Hello everyone I am new here. I just got a 6.0 megapixel digital camera with 5x zoom and I have a question about a photo I took.

I took picture of a living room scene and my dog was in the picture as well. When I downloaded the picture onto my computer, I noticed that his eyes were white, yes white. They were not red so I am wondering why this is happening and how can I correct this because of course, white is the not the color of his eyes.

With the "white" eyes: 







With the normal color:






Thanks in advance for the help.


----------



## becmaclean (Dec 25, 2006)

Most animal eyes have a tapetum, human eyes do not. The tapetum is a reflective structure that lies beneath the retina. It acts like a mirror; reflecting light back through the retina so the retina gets more opportunities to capture light. Animals that are active at night have a tapetum. Dogs, Cats, Horses, and Cows all have tapetums. It causes the yellow or green glow you see when light hits an animal's eyes

In laymen terms, your room was too dark and flash too bright. The flash bounced off his tapetem, causing a glow. In the future, try to bounce light off something other than shooting straight at him.


----------



## augman0000 (Dec 25, 2006)

Oh, ok thank you. I did not know this.

So what I need to do is to take the flash off so that there is not that birght reflection of his tapetums?


----------



## The_Traveler (Dec 26, 2006)

Or point the flash at the ceiling so that the light doesn't reflect directly off his eye.

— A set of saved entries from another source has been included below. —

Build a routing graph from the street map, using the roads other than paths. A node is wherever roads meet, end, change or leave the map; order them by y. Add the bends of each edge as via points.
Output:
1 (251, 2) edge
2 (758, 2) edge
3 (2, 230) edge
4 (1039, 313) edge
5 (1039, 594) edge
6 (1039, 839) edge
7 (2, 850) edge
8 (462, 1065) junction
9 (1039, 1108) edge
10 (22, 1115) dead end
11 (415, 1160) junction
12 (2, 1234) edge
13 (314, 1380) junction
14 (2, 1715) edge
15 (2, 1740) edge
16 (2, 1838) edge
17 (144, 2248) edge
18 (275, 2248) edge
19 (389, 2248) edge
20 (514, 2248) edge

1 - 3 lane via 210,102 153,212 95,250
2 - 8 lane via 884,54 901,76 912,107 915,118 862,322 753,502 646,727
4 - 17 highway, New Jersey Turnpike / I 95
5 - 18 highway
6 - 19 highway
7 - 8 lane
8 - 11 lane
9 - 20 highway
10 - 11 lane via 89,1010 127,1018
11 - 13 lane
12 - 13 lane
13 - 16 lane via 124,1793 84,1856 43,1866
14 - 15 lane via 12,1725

In order to keep the forum speedy, please reduce your images so that the maximim size is 800 pixels along the longest edge. Thesoftware that came with your camera should help you to do this.


----------



## xfloggingkylex (Dec 27, 2006)

think of it as the animal form of red eye.  bouncing the flash or moving the source of the flash away from the lens so that it isn't direct into the eyes will help to reduce/eliminate it.


----------



## Nurd (Dec 27, 2006)

Since they have answered your question, I thought I'd just comment on your beautiful Sheltie. We also have one. Very nice dogs. Ours LOVES getting her picture taken.


----------



## druzilla (Dec 28, 2006)

thats interesting stuff


----------



## ironsidephoto (Dec 29, 2006)

biiiig pictures.


----------